- Input
----
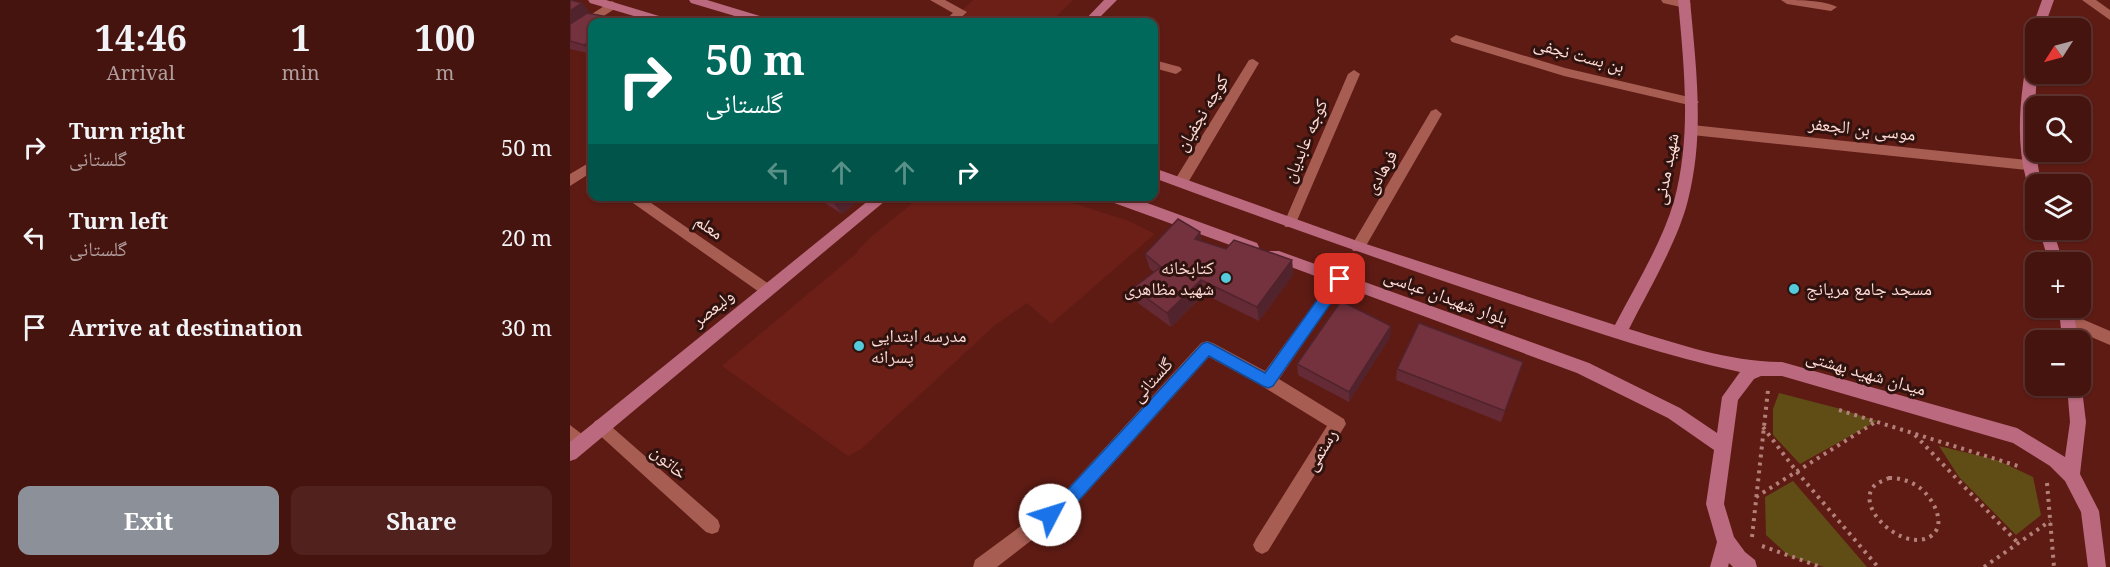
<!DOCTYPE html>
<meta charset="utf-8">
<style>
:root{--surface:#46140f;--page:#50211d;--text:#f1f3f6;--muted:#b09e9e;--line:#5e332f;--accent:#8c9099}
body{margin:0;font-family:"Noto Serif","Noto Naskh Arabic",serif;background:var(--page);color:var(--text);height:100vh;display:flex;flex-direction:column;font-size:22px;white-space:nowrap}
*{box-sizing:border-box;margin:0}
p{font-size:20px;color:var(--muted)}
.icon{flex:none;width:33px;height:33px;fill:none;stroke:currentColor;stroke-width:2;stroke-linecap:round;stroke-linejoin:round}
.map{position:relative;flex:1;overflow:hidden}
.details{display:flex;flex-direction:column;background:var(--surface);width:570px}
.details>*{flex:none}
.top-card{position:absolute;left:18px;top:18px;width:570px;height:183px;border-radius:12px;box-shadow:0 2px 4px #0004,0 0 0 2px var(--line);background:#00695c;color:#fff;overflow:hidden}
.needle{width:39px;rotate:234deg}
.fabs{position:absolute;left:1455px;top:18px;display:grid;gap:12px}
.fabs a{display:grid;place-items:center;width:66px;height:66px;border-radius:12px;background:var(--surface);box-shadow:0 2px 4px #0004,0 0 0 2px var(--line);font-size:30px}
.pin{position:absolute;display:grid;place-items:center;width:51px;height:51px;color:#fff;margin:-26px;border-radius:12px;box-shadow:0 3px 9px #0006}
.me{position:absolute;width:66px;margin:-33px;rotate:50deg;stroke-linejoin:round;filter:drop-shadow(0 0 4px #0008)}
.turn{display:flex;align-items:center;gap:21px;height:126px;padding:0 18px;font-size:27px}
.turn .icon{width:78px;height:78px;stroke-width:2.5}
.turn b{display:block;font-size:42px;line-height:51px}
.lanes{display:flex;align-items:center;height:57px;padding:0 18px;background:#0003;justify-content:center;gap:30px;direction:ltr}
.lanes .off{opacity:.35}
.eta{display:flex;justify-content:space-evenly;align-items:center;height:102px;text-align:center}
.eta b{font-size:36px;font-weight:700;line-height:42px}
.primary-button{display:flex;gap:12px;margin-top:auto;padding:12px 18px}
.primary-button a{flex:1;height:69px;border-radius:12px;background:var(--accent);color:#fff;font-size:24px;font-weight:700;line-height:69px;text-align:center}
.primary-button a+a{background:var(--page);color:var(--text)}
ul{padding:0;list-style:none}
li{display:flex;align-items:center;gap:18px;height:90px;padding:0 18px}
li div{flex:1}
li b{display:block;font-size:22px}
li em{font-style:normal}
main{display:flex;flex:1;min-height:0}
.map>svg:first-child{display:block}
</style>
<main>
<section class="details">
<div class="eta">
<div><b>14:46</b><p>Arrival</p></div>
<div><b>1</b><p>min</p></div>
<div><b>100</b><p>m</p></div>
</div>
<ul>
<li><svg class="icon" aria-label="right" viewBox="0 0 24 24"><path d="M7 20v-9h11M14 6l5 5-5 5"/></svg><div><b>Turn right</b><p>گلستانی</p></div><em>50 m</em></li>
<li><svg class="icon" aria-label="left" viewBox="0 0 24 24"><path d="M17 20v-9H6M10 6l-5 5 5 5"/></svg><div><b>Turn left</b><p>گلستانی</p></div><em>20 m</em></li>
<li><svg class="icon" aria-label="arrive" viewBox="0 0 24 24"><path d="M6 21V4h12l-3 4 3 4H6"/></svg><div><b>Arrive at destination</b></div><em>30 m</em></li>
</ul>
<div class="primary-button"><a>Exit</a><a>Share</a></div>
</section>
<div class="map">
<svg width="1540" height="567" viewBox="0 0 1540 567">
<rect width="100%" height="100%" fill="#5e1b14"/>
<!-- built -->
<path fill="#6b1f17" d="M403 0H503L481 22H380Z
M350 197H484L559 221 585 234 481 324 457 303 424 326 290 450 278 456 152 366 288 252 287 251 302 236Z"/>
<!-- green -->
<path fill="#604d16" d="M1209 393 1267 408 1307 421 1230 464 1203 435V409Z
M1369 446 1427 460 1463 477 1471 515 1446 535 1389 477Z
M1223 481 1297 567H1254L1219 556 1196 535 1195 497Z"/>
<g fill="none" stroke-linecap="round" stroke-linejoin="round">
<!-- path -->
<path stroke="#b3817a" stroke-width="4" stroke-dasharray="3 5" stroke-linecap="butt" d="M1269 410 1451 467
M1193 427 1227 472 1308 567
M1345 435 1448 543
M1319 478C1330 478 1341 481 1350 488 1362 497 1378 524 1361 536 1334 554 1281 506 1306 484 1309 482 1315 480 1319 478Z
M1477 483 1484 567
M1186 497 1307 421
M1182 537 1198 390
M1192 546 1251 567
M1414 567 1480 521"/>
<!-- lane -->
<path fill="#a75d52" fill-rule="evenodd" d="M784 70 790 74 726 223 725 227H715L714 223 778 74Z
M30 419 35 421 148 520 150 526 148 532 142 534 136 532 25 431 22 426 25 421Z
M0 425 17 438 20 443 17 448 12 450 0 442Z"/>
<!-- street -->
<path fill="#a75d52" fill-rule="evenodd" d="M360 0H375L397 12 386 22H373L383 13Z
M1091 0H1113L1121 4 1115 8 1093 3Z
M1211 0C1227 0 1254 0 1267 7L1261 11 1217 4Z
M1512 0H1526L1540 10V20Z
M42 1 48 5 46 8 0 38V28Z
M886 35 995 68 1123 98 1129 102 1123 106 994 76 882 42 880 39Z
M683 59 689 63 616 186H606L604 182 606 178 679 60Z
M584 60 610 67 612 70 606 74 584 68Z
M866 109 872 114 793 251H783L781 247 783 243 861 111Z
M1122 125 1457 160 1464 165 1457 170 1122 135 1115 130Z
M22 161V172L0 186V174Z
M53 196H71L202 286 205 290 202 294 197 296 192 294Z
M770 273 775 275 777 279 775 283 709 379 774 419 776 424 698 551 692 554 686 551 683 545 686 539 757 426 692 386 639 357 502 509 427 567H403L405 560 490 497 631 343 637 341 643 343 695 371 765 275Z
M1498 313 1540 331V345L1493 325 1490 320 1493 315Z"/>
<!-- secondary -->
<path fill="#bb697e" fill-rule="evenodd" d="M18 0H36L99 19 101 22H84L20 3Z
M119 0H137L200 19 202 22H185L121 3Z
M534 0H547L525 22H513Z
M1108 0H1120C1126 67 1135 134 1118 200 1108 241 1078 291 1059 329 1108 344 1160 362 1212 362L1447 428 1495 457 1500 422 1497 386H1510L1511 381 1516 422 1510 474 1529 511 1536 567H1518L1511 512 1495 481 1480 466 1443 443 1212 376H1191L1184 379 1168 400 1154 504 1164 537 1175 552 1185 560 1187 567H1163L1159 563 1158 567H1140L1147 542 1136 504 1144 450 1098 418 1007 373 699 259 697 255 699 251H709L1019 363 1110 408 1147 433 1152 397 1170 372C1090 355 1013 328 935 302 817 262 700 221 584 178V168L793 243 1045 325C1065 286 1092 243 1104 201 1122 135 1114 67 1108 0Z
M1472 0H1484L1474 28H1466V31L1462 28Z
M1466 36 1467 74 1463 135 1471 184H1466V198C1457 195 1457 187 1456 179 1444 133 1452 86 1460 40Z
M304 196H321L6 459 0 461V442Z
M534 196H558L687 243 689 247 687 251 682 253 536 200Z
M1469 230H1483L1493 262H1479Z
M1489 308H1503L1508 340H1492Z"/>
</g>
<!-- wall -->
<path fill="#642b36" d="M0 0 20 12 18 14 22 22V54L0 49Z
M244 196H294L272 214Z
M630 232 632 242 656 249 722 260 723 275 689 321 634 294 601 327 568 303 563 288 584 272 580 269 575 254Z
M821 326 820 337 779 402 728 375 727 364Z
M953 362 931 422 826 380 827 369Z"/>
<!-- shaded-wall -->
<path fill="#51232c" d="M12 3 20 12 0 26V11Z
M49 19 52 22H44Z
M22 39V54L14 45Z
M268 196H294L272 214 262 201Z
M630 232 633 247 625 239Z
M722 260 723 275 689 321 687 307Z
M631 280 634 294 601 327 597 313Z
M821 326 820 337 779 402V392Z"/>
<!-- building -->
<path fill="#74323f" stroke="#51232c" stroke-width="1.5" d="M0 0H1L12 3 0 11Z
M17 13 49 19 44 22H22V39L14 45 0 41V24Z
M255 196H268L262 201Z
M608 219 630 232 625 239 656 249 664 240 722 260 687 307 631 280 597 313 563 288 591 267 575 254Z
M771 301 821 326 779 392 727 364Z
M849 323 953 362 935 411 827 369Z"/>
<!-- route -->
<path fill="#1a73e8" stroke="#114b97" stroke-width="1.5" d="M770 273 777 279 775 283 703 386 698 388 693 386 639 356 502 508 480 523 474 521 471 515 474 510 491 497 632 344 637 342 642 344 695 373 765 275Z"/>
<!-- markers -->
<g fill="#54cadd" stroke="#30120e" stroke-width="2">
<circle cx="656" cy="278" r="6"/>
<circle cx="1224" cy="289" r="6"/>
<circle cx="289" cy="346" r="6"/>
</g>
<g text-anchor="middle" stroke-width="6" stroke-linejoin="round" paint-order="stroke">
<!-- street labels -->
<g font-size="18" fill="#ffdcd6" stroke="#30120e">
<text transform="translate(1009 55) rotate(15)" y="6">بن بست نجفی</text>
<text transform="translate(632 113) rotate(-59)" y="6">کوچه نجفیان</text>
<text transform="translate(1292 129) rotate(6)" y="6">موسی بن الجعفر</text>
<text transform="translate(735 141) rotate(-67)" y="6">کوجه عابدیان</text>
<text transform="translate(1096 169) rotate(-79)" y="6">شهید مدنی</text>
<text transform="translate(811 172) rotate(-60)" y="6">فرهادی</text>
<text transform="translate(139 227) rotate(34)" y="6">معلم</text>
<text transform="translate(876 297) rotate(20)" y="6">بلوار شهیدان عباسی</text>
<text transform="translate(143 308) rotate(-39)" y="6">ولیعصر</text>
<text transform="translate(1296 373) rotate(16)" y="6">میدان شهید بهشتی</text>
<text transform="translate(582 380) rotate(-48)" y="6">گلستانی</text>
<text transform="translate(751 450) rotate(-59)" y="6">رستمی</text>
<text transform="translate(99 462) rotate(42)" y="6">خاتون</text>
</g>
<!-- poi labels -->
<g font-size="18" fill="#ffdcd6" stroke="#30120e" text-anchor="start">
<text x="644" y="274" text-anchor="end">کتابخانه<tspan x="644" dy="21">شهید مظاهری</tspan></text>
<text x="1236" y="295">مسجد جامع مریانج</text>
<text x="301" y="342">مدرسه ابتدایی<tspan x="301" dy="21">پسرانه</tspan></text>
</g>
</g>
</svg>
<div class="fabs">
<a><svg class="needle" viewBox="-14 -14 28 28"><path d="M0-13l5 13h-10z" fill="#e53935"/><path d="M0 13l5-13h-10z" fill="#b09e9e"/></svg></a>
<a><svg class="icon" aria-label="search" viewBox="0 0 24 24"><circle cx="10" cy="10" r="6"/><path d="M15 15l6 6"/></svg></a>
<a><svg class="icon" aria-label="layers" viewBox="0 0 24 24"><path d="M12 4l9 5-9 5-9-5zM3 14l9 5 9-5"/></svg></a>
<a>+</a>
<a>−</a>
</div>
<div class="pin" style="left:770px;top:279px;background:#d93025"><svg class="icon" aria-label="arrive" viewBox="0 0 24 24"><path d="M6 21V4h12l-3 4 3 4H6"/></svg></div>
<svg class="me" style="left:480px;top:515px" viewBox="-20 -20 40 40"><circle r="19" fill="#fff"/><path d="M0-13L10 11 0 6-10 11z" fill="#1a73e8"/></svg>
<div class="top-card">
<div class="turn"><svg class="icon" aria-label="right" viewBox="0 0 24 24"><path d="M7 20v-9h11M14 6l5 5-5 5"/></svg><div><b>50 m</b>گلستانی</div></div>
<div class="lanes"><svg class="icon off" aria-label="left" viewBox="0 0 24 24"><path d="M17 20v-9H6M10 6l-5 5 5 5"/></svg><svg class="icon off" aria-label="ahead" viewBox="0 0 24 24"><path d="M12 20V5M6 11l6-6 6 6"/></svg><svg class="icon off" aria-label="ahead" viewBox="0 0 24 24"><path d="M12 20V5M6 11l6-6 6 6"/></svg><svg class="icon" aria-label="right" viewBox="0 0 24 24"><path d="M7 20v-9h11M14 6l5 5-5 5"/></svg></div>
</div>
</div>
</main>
----
Check each line above for the string "grid" and report how many lines have it, giving only the number.

3